History of ebase

ebase® is a series of Filemaker Pro® templates developed for use by nonprofit organizations to manage their relationships with their community: members, donors, activists, clients, volunteers and constituents.

ebaseClassic (Version 1.x)

ebase 1.00 was released in the fall of 1998 and was designed to meet the fundraising, membership management and advocacy needs of the smallest grassroots organizations. ebase 1.0 was the product of a list enhancement effort involving more than 15 environmental organizations located in the Northern Rockies. ebaseClassic is still available to ebase members and has found a cult following amoung small nonprofit groups around the world.

ebasePro (Version 2.x)

ebasePro was released in the spring of 2002 and was designed to meet the information management needs of medium-sized, nonprofit organizations with access to adequate technical support. ebasePro offers a portable, customizable and extensible open-source data model. ebasePro was developed using open-source principles, involving over 100 developers with feedback from hundreds of people over an 20-month period.

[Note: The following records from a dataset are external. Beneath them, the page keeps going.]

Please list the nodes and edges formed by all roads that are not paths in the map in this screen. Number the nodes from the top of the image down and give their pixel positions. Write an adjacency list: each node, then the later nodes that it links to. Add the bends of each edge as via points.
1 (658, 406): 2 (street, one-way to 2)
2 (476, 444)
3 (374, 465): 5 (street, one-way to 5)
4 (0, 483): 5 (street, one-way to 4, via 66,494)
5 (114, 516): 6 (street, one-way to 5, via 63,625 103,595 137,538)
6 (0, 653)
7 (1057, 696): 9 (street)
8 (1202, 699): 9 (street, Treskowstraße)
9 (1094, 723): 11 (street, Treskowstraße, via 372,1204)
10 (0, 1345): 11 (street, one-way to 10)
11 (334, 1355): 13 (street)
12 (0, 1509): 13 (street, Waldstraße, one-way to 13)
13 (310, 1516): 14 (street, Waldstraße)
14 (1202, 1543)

ebasePro is a better fit for organizations that want to integrate their website and email into their constituent communications strategy and want and want to track more than solicitations and financial contributions. ebasePro allows groups to develop more complete and sophisticated profiles of their volunteers, constituents and members; and leverage those profiles with the power of email communications.

Background

ebase was created in the late-90's to address a critical technology need in the nonprofit sector, where the cost of fundraising management applications published by private companies averaged nearly $5,000. A market analysis conducted in 1997 indicated that 98% of all nonprofits used home-grown fundraising databases, and the vast majority were not satisfied with their solution.

Since the release of ebase in October 1998, more than 35,000 organizations world-wide have downloaded the templates. The ebase templates were originally developed by a nonprofit called Desktop Assistance (based in Helena, MT), over an 18 month period beginning in 1996 as a result of a membership and constituency building effort by a number of environmental organizations in the western United States. ebase 2 was developed and supported by the New York-based TechRocks until it's demise in 2002. Recoginizing a good application (but lousy business model), ebase was acquired by Groundspring.org in the spring of 2003.

While at Groundspring, the ebase project team worked with the team that eventually launched CiviCRM, another open-source CRM application, to share ideas about how nonprofits can best manage their constituencies.

Funding

In the spring of 2005, ebase.org reverted back to it's original host, and is now a self-supporting, all-volunteer organization. The programming and distribution of the original ebase modules were supported by the Turner Foundation, Wilburforce Foundation, Brainerd Foundation, Surdna Foundation, Educational Foundation of America, Rockefeller Family Fund, Beldon Fund, Bullitt Foundation, Nathan Cummings Foundation, Northwest Fund for the Environment, REI Foundation, and FileMaker, Inc.

The development of ebasePro was underwritten by the Turner Foundation and the Surdna Foundation, and the transition to and from Groundspring.org was generously supported by the Surdna Foundation.

Currently, ebase.org is supported almost entirely by membership contributions and small donations.

Our goal is to continue to sustain the effort through this approach. Technical support Technical support for ebase is provided to ebase community members through this web site and a variety of support services such as remote consulting, onsite consulting, training workshops and online email lists.

More importantly, ebase users rely on each other to help resolve technical problems via the email lists, local ebase user group meetings, and informal contacts. ebase was an experiment to test the proposition that nonprofit users can support each others use of technology more effectively and economically than commercial vendors.

The survival of ebase is a testament to the constructive dynamic that exists when groups work together to solve common problems. The experiment continues to move forward only with the goodwill and effort of ebase community members.